14 As imagens captadas pelas câmeras dos fotógrafos que registraram as faquirezas, em seus caixões de “tortura”, podem revelar os corpos construídos nesta relação entre o observado e o observador. Ora esplendorosas ao serem encerradas nos caixões, dando início à prova, ora sendo retiradas e internadas em clinicas, pois fragilizadas e doentes ao seu final, o contraponto entre a beleza e saúde e o estado de definhamento e de vítima de autopunição é constante nas diversas reportagens disponibilizadas na imprensa da época. Nota-se nestas que o grande afluxo do público se dava justamente nestes dois momentos, de entrada e de saída dos caixões. O público se comprazia com os momentos espetaculares e dramáticos, isto é, com a bravura de se encerrar viva sobre pregos e em companhia de serpentes e a premiação de bater recordes de jejum, privação da condição humana básica de sobrevivência. Durante a prova, a visitação mostrava solidariedade, comiseração ou compartilhamento do sacrifício corporal, bem como o prazer de testemunhar um autoflagelo que se coroava, de qualquer maneira, de um sucesso paralelo aos das grandes atrizes dos espetáculos de revista.

15O sucesso que as faquirezas tiveram nesta época, instiga nossa reflexão inspirada na proposição de Pradier de enfatizar que o espetáculo acontecia não na cena mas na percepção do espectador.

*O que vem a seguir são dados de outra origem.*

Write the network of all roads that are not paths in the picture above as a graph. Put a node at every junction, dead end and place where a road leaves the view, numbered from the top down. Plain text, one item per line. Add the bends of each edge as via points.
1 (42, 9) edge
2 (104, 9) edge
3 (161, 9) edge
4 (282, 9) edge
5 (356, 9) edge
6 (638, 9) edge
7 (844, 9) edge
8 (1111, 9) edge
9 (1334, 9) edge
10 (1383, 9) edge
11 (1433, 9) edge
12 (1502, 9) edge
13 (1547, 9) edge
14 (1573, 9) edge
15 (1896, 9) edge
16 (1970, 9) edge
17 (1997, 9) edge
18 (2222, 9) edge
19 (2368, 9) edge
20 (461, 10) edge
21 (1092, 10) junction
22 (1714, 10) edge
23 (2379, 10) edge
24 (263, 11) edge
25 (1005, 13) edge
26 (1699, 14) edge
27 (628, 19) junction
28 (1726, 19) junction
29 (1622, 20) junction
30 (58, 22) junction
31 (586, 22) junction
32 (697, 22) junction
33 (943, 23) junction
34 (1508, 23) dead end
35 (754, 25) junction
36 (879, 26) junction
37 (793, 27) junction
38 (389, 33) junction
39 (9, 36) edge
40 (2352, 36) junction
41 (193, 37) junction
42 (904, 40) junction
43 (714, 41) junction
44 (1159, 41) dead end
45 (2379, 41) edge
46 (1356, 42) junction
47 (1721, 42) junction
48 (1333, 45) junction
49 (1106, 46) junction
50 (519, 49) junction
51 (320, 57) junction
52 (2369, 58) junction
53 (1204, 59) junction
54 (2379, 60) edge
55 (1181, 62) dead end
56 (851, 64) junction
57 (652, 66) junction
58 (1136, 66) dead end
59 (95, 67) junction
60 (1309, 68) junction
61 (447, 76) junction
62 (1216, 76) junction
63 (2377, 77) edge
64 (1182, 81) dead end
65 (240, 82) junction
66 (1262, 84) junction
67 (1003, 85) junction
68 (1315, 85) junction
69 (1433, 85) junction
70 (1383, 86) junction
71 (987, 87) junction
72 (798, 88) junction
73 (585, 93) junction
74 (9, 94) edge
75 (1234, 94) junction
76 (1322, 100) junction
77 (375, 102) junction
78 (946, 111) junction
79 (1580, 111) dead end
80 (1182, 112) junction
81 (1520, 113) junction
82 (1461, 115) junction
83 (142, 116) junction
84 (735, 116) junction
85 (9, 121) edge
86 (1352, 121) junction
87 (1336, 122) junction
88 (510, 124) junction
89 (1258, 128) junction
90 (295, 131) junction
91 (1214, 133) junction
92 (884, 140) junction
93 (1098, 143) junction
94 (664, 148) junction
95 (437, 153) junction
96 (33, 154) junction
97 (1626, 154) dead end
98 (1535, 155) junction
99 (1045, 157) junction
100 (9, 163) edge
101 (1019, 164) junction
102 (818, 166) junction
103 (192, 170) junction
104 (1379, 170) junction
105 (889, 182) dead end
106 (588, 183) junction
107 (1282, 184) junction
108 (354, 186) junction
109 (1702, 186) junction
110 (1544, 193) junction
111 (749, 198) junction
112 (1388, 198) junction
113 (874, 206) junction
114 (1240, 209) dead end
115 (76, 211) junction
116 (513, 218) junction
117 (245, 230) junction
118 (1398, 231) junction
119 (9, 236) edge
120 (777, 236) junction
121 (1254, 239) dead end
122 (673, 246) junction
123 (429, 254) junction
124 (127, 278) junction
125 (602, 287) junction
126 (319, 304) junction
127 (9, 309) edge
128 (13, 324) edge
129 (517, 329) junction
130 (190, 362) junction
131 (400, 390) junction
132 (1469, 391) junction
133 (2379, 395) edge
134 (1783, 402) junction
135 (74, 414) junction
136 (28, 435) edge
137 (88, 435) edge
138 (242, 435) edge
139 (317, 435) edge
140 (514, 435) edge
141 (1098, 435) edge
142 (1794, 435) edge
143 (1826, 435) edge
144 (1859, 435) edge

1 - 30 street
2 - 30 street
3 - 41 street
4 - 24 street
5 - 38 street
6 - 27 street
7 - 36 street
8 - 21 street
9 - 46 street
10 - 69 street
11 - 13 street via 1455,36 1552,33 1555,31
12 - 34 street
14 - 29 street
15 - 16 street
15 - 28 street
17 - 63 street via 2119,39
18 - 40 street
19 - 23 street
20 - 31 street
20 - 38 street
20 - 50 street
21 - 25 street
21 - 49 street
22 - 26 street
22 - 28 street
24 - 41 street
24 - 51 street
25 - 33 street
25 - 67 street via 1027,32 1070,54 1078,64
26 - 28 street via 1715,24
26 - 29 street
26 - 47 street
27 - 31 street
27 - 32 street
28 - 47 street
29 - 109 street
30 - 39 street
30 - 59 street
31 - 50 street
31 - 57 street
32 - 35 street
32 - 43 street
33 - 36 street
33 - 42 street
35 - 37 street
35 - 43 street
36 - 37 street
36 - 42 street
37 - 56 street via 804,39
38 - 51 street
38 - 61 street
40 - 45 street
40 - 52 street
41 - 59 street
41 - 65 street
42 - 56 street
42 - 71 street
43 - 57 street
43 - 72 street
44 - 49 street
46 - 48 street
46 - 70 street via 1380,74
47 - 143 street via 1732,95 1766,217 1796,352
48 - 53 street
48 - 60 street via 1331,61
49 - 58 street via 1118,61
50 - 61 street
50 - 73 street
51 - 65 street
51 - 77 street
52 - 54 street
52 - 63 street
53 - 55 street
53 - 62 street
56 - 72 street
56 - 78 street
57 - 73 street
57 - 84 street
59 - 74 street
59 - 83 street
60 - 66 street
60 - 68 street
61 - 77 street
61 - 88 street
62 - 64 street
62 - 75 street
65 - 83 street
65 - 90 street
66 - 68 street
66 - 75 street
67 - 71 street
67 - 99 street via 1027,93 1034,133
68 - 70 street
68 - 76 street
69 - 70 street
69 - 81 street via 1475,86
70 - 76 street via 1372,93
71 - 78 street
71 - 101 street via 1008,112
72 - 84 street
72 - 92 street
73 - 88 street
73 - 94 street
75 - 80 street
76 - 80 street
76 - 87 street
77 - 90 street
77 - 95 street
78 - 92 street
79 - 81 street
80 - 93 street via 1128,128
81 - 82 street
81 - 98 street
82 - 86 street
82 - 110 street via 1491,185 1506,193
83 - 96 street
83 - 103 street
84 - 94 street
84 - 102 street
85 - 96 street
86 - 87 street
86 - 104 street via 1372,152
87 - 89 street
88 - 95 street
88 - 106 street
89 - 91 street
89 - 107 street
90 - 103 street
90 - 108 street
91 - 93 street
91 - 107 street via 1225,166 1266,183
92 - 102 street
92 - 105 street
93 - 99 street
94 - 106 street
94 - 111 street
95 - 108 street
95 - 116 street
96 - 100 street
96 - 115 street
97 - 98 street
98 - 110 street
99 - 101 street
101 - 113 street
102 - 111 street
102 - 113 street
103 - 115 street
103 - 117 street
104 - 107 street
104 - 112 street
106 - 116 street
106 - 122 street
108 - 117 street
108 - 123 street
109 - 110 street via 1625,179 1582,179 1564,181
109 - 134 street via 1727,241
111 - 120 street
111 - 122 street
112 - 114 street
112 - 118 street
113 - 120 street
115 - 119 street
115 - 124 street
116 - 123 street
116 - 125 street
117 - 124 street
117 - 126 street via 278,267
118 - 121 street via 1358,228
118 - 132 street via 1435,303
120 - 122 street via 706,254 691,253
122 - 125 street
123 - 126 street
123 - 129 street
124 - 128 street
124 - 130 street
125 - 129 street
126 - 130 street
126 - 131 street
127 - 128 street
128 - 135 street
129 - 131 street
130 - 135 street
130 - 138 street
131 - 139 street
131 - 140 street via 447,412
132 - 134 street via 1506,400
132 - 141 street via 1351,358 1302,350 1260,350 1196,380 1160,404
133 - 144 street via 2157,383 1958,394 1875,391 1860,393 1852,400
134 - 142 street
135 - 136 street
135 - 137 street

16A descrição em uma matéria do jornal O Dia, de 24 de novembro de 1957, sobre a relação do público com a faquireza Yone, nos abre uma janela para a compreensão, nestes termos, do sucesso desses espetáculos de rua:

Yone, principalmente, desperta a curiosidade dos populares, que se admiram em ver aquela figurinha bonita de mulher encerrada dentro daquela urna de vidro, deitada sobre um estrado de pregos, tendo em sua companhia perigosas serpentes. As pessoas que ali chegam ficam de início espantadas com o espetáculo que se apresenta aos olhos de todos. Olham demoradamente para Lookan e para Yone, como que a não querer acreditar no que estão vendo. Muitas mulheres, ao se aproximarem da urna de Yone, choram comovidas com a situação da faquireza, que se apresenta bastante abatida. Outras pessoas preferem rezar silenciosamente, enquanto que outras preferem tocar com as mãos na urna de Yone ou de Lookan. (Camarero; Oliveira, 2015, p.175)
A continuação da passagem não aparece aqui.